This invention relates to an optical alignment structure for coupling optical radiation to an optical receiving device and, more particularly, to such a structure especially designed to couple the output of a laser diode to an optical fiber.
The light (optical radiation) emerging from a typical laser diode is highly divergent and elliptical. Some form of coupling optics, such as a spherical lens, graded index lens or a collimating/focusing lens set, is needed to match this light output to an optical receiving device, such as an optical fiber. This alignment becomes quite critical if it is desired to maximize coupling. For example, if the optical radiation from the laser diode is visible radiation having a wavelength of 670 nm, coupling of the same to a single mode optical fiber requires alignment precision within about .+-.0.5 microns. To prevent performance degradation over time, it is important that the coupling structure maintain this level of alignment throughout the lifetime of the laser diode/optical fiber combination.

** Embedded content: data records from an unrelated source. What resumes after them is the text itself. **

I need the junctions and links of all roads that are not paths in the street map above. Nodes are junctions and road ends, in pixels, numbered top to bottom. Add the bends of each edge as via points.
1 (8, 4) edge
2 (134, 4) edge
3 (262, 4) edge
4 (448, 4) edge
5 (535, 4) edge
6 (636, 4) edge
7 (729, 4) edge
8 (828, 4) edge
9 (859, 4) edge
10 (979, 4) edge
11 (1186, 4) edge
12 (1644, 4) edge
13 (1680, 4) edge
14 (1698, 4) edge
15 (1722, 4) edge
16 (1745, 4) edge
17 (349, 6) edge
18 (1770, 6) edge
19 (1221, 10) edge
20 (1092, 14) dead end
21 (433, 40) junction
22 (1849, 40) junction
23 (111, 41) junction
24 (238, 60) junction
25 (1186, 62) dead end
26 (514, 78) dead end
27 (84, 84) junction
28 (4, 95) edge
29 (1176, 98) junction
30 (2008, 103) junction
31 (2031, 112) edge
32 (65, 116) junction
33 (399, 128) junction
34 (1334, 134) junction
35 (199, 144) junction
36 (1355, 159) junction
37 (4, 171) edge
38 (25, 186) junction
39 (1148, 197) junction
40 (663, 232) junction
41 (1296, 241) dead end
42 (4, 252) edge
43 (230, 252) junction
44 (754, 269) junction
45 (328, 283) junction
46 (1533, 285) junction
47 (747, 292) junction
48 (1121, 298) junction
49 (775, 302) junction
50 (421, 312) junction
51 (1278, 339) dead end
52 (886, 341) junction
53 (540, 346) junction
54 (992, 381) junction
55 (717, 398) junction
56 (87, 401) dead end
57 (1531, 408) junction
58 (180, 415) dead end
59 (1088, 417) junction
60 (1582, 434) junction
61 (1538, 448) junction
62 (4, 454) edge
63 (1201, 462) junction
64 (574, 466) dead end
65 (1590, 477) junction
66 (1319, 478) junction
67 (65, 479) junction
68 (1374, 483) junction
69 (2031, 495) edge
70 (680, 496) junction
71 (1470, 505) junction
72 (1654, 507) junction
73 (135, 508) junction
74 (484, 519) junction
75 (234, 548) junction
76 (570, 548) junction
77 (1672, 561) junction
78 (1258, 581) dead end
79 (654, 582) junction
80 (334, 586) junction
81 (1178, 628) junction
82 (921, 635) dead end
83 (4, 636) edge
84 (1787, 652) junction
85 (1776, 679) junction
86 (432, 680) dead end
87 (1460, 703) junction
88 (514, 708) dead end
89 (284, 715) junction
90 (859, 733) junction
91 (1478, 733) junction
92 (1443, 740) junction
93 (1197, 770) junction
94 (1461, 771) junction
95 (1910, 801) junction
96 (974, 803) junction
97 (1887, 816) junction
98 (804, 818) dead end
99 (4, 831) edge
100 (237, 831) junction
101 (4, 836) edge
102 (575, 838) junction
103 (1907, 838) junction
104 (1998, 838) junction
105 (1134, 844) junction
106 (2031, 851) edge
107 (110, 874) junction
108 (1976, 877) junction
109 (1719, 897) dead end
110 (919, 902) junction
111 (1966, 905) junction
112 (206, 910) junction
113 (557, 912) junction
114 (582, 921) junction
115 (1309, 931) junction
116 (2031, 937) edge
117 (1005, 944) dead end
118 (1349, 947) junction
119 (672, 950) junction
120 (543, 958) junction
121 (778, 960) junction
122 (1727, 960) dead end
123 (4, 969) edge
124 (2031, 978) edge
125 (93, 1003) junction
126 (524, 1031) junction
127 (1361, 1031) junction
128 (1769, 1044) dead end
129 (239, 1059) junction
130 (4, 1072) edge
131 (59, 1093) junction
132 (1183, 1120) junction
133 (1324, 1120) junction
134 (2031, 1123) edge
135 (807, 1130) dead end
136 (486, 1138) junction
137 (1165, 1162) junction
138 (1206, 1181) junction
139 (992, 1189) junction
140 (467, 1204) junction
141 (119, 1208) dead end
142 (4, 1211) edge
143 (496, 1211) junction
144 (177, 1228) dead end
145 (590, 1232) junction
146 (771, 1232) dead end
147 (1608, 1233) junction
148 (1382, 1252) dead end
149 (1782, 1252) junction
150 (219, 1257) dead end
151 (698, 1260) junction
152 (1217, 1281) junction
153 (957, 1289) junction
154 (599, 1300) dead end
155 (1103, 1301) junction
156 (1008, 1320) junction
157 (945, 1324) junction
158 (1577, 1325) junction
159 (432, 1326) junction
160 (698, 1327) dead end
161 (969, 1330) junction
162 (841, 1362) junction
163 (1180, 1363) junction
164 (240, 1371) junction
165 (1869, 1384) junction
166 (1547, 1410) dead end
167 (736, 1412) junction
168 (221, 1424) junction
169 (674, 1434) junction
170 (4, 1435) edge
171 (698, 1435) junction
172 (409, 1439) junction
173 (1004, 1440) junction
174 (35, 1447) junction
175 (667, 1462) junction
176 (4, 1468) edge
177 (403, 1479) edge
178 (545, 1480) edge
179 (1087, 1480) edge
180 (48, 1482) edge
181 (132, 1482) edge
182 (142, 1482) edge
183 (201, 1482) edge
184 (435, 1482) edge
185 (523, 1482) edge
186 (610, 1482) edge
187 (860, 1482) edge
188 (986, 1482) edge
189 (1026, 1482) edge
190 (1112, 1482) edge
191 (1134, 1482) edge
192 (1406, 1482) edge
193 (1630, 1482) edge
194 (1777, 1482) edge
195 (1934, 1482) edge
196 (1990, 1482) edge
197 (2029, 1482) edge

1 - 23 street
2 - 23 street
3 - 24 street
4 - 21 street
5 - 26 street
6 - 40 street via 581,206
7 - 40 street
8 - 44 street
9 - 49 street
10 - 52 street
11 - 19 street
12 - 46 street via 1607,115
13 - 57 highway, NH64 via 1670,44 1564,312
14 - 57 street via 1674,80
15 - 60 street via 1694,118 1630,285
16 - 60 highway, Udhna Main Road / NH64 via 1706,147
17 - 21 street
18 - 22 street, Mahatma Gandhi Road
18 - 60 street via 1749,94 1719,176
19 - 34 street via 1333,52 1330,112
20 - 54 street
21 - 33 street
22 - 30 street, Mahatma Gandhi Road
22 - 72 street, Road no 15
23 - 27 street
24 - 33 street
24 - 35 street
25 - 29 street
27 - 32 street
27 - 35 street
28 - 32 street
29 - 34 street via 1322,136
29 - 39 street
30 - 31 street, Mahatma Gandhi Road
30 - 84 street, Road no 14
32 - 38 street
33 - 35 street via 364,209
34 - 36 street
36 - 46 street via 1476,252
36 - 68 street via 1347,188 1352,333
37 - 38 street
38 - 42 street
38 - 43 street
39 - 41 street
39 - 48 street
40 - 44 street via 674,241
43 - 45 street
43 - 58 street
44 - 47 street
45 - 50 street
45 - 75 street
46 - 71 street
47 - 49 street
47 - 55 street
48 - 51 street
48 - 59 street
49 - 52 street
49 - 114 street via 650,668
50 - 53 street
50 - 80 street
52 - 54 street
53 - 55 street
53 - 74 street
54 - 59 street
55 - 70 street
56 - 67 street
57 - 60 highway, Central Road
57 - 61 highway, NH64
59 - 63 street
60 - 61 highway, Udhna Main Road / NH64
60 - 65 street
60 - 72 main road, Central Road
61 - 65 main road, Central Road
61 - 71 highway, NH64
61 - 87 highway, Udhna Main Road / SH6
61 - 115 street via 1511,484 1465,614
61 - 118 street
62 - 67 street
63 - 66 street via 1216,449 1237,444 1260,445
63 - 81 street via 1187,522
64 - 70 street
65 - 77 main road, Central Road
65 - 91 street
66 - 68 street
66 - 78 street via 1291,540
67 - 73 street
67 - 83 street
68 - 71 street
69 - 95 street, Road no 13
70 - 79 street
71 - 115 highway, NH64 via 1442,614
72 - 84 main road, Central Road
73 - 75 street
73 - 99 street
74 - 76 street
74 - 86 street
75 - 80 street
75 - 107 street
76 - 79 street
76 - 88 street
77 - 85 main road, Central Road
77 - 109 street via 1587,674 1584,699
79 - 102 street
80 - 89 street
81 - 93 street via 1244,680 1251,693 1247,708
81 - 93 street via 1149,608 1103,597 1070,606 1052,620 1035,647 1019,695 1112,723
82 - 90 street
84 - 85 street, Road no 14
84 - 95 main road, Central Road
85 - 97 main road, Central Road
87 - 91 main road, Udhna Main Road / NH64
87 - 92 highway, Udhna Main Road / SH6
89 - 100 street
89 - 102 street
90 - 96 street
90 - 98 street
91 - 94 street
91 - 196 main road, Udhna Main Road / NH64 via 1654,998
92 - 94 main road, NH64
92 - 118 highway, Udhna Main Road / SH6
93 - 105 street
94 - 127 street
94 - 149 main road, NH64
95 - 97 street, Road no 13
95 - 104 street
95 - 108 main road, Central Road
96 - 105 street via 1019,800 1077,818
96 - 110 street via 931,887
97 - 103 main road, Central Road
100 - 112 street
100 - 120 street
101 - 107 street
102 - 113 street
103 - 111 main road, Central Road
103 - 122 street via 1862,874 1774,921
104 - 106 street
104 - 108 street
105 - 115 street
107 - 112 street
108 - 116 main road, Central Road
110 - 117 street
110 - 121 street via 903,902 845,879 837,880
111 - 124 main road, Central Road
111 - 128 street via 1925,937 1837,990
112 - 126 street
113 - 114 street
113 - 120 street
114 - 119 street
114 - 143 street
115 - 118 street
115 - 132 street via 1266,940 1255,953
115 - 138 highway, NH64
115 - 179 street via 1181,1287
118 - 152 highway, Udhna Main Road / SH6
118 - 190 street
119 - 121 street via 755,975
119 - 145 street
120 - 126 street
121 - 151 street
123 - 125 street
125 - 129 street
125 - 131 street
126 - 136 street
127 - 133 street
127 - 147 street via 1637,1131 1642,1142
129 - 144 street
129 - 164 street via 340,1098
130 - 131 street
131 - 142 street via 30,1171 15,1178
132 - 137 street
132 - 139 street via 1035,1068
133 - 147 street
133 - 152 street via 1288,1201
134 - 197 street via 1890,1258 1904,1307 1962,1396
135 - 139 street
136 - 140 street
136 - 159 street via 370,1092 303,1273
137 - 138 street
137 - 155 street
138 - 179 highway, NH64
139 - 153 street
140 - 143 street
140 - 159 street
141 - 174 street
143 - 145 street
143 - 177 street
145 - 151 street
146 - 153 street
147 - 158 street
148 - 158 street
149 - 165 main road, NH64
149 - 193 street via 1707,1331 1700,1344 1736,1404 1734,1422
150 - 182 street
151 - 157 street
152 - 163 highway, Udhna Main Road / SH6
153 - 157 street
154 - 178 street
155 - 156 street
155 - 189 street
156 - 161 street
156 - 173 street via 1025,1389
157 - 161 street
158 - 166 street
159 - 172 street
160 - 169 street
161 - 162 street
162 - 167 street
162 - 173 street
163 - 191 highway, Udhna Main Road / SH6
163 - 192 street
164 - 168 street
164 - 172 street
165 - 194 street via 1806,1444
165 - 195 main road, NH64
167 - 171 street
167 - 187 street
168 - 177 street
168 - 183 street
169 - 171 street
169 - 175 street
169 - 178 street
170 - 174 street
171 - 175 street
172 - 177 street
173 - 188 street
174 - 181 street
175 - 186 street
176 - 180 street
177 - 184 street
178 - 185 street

Reasonably attained mechanical tolerances of the various components making up such a combination are such that the required level of precision generally cannot be obtained with the simple assembly of parts. Thus to compensate for part tolerances, some provision for precision alignment typically is provided. Prior coupling optics arrangements have often had fixed optics, and the diode and fiber have been moved in some combination in these prior arrangements until alignment is attained. Clearance must be allowed, of course, around any component that is adjusted, and some type of potting compound often is used to hold one or more components in alignment. Anomalous dimensional changes over a period of time are not uncommon where potting compounds are used, believed to be caused by shrinkage of the potting compounds. Moreover, thermal sinking of the parts, particularly when a laser diode is used as a source, is compromised if the parts are potted in place.